Stored data entries:
>>>

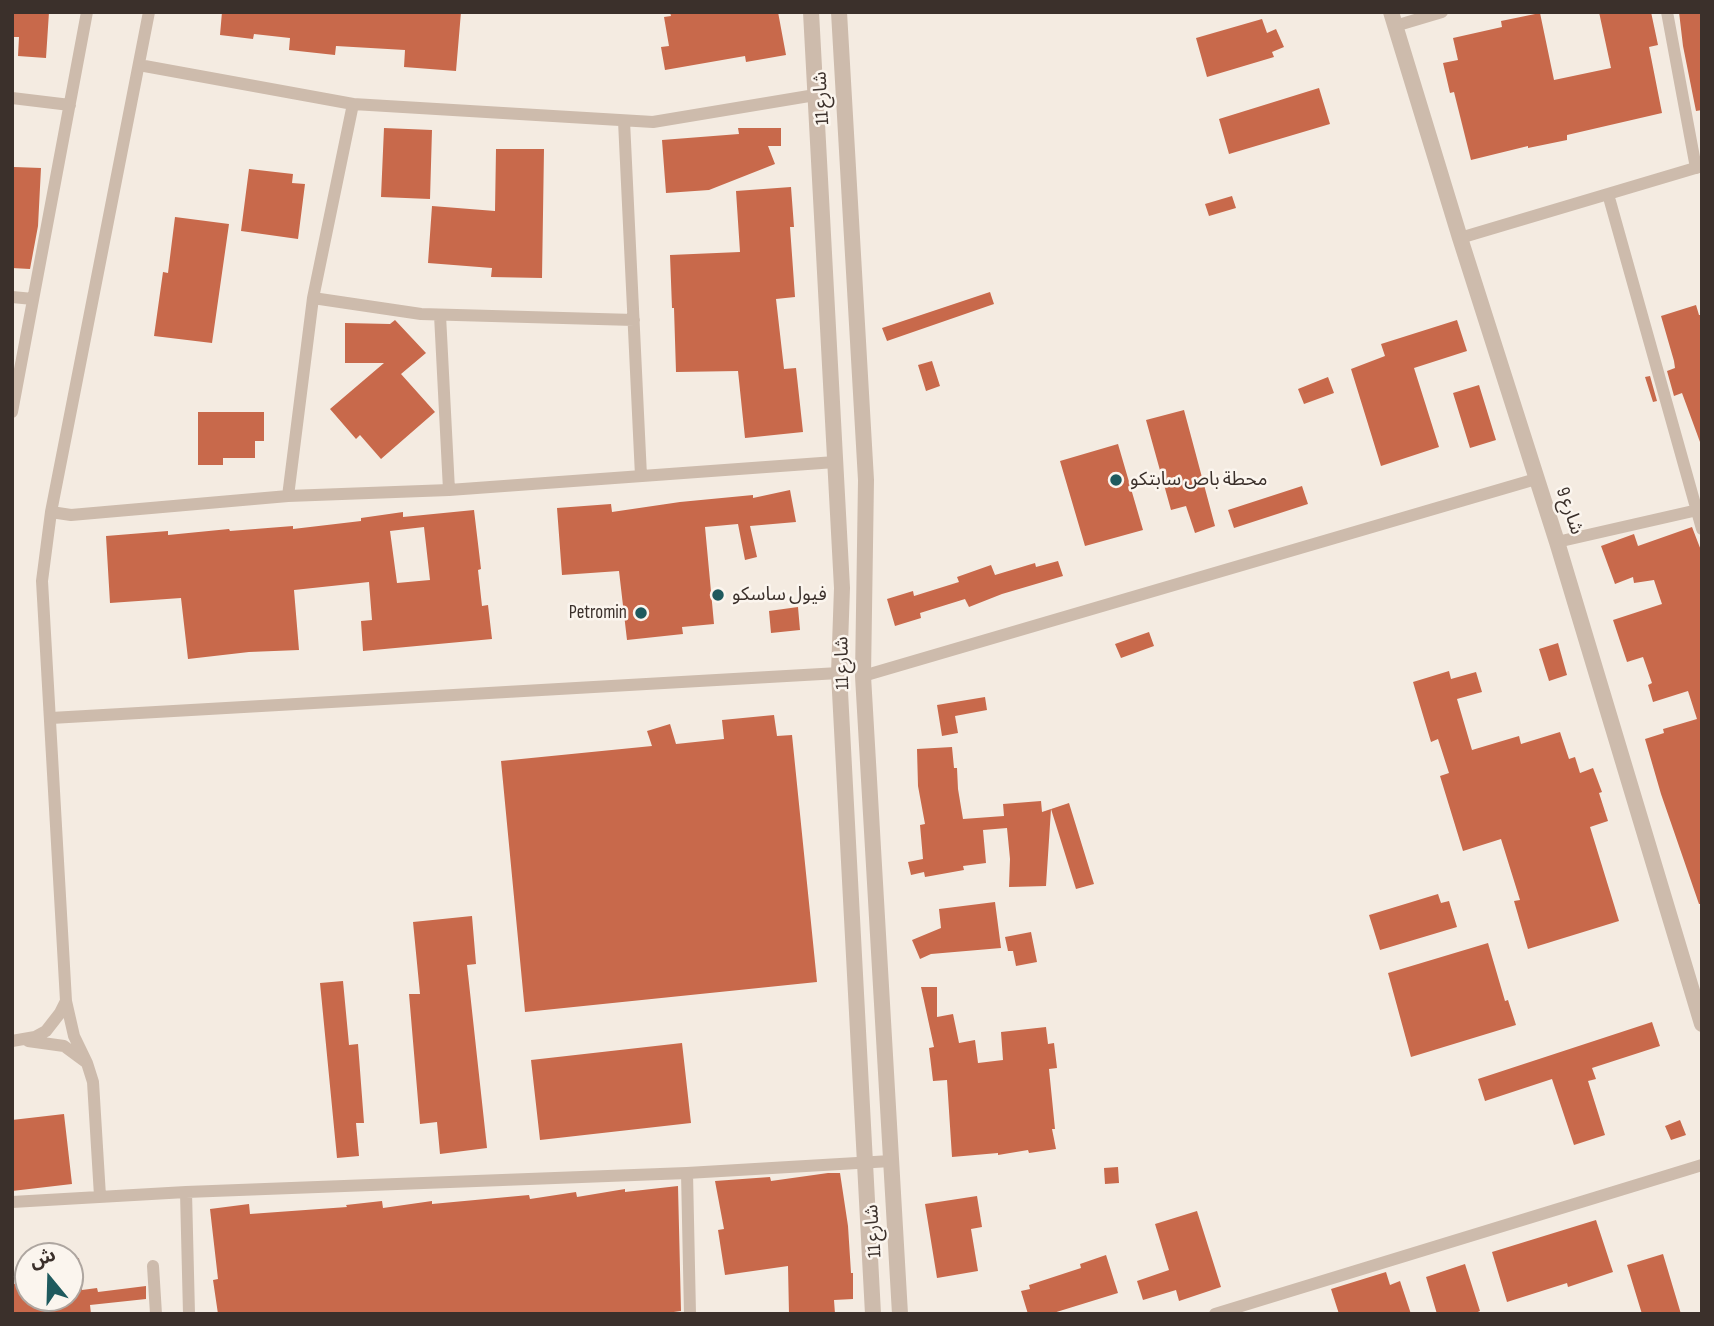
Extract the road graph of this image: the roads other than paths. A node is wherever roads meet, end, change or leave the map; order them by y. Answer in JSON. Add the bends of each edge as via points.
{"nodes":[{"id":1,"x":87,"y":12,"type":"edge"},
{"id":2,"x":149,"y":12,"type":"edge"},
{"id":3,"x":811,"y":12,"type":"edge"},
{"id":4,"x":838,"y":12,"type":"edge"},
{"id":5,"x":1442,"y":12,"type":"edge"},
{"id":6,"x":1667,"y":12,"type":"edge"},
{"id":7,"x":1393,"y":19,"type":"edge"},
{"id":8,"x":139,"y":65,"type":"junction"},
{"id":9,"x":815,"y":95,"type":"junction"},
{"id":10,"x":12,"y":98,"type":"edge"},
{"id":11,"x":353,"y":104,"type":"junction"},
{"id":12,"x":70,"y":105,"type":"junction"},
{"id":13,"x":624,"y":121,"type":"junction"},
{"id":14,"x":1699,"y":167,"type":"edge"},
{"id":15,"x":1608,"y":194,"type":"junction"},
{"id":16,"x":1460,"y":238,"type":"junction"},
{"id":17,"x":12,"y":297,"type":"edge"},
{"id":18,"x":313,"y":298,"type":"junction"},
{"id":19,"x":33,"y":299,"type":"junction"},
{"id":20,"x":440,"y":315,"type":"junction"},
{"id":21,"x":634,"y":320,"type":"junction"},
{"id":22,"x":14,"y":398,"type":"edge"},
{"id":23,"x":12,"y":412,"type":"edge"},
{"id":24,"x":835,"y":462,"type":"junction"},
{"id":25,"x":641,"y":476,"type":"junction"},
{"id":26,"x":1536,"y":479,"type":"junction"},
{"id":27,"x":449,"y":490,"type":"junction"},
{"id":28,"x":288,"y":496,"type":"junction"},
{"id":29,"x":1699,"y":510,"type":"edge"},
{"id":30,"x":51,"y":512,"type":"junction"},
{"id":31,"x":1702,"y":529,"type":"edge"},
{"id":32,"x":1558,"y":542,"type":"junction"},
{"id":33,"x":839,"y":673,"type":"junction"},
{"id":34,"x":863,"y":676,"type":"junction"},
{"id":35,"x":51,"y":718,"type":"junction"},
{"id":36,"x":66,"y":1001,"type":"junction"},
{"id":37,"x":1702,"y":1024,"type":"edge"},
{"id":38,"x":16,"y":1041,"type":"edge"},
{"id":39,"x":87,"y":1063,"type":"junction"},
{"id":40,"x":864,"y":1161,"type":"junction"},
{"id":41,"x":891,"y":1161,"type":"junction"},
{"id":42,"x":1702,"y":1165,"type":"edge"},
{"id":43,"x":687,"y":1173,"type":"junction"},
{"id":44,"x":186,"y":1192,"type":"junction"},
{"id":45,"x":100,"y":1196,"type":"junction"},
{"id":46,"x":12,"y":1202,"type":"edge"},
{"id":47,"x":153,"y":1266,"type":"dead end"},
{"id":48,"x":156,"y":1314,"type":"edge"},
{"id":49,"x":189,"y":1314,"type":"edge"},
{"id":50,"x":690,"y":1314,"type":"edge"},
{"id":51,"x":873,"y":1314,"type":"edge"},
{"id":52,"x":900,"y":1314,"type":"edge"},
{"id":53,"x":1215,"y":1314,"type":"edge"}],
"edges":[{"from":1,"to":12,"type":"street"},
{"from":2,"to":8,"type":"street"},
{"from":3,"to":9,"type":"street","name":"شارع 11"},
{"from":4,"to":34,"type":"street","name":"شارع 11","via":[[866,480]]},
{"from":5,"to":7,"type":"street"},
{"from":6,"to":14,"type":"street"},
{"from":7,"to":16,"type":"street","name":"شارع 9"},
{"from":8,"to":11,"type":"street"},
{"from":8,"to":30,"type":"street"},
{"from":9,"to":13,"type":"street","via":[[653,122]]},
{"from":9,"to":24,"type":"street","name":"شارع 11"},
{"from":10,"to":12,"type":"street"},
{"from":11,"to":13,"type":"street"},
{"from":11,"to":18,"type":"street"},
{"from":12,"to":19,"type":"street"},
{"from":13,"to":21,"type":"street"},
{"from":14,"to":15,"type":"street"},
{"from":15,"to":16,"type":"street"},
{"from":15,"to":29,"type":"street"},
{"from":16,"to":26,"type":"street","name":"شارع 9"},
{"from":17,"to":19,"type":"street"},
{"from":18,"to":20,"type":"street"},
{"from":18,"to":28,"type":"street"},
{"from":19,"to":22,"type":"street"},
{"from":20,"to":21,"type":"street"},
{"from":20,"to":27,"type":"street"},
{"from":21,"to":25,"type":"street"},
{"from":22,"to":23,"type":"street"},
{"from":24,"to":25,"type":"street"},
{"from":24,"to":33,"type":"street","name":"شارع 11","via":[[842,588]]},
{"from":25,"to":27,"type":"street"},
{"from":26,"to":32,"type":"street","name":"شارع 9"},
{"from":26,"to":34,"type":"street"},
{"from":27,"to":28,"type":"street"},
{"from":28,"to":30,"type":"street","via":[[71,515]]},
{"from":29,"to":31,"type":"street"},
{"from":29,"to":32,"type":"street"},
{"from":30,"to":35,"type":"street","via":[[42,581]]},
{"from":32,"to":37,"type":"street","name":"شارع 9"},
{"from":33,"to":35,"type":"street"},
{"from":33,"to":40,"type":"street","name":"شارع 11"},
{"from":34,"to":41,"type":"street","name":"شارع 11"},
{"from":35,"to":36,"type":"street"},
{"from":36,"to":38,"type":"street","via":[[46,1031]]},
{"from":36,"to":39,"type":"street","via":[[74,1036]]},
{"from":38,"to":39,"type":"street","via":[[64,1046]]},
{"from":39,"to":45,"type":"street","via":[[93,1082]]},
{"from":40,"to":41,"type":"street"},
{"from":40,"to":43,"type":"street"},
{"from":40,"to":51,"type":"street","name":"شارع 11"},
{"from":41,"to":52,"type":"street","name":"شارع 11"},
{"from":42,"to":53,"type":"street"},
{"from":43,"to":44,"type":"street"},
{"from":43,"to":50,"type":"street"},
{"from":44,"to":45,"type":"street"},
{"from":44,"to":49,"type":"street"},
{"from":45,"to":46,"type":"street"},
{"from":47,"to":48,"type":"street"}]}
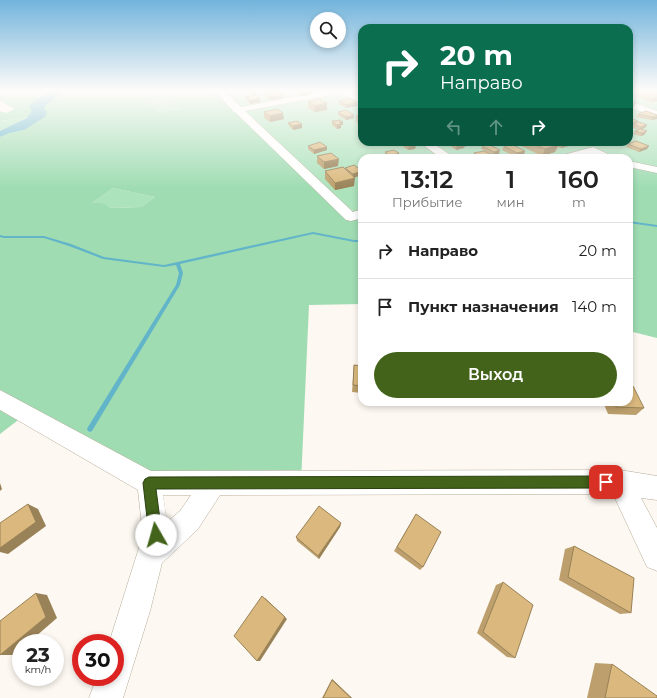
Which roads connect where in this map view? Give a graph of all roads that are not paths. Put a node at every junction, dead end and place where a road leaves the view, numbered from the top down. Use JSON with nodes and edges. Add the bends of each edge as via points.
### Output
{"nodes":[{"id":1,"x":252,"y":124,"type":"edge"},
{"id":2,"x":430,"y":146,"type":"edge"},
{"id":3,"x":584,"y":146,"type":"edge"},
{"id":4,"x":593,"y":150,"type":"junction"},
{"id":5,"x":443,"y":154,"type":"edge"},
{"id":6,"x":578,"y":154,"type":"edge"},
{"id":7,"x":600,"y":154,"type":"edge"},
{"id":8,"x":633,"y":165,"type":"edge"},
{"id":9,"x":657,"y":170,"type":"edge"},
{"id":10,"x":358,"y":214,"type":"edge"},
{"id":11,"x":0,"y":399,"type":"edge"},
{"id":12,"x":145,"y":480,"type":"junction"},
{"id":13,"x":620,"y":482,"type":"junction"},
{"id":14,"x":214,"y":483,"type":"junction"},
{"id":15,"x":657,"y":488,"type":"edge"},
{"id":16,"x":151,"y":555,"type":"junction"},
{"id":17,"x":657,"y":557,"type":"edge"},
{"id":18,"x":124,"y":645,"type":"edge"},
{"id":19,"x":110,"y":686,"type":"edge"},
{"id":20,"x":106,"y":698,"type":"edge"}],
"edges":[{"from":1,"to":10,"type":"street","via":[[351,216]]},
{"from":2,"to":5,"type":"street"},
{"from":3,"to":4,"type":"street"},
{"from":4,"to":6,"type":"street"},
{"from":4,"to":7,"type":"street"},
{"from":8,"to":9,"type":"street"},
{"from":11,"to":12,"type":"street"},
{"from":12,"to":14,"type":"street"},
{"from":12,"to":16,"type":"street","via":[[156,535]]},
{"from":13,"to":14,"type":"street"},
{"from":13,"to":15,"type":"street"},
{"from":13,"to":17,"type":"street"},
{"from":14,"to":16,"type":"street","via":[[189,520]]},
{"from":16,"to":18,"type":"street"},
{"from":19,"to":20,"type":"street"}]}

<<<

**Work item:** For each line of the entries that holds the word "JSON", pull that line out.

**Written response:**
Extract the road graph of this image: the roads other than paths. A node is wherever roads meet, end, change or leave the map; order them by y. Answer in JSON. Add the bends of each edge as via points.
Which roads connect where in this map view? Give a graph of all roads that are not paths. Put a node at every junction, dead end and place where a road leaves the view, numbered from the top down. Use JSON with nodes and edges. Add the bends of each edge as via points.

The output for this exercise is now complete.